My father would be 103 years old today! In my mind’s eye, he is still 64, the age at which he died. Dad was not a singer, but he took seriously the Psalmist’s command to “make a joyful noise unto the Lord.” My mom, a former church organist, could carry a tune, and had the habit of closing her hymnal on the last verse of hymns, singing the final measures from memory. That, too, was rather embarrassing as a wanna-be-cool teen. I was stuck in the same pew with all that passion and enthusiasm.

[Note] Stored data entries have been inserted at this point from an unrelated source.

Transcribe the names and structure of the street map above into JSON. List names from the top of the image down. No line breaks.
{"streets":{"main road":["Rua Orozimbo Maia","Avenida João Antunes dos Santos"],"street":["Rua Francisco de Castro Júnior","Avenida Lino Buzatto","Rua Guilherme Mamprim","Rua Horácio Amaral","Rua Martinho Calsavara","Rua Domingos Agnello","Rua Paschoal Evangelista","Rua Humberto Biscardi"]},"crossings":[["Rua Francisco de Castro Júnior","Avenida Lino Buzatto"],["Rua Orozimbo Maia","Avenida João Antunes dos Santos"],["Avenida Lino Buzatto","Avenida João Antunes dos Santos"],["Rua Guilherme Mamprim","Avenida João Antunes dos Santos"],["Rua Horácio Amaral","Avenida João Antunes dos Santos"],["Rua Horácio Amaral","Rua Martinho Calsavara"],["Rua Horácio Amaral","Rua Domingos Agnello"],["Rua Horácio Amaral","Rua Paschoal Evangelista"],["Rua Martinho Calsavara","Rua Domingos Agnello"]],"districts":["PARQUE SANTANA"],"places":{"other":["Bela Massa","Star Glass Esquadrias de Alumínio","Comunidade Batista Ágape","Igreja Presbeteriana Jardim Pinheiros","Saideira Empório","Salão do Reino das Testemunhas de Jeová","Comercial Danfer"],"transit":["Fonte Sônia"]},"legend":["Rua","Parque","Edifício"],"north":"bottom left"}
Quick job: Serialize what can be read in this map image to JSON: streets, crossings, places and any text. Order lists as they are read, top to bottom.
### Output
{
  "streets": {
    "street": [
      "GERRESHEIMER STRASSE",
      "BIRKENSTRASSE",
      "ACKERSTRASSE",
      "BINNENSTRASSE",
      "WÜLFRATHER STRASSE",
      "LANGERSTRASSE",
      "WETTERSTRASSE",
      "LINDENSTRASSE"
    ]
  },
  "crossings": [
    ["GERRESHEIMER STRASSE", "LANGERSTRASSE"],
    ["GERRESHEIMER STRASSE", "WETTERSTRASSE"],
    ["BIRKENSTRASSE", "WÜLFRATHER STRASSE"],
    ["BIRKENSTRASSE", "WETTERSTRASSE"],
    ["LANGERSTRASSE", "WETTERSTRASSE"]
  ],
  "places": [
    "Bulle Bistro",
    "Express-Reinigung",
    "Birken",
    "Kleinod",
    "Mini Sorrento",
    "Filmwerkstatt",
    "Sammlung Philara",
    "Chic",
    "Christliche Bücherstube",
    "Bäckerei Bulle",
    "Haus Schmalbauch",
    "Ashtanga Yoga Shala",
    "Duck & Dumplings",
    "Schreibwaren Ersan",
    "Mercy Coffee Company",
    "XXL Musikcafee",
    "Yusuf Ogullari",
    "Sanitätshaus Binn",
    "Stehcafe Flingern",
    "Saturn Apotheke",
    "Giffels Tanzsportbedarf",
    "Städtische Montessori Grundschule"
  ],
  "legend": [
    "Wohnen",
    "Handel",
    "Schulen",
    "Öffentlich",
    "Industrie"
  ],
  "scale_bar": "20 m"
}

But now I treasure those memories, and catch myself doing the same things in worship. St. Augustine (354-430 C.E.) said, “He who sings prays twice,” (put an ‘s’ in front of the ‘he’ to include women). No matter how you sing, your song is prayer magnified. The older I get, and the more confident in prayer, the more songs, even secular, have become a part of my prayer practice. I recall being on a retreat a number of years ago, walking through a beautiful forest when John Denver’s “Annie’s Song” came to mind. “You fill up my senses, like a night in forest, like the mountains in springtime, like a walk in the rain.” Suddenly I found myself singing those words as a love song to God. I wonder, have you ever done the same?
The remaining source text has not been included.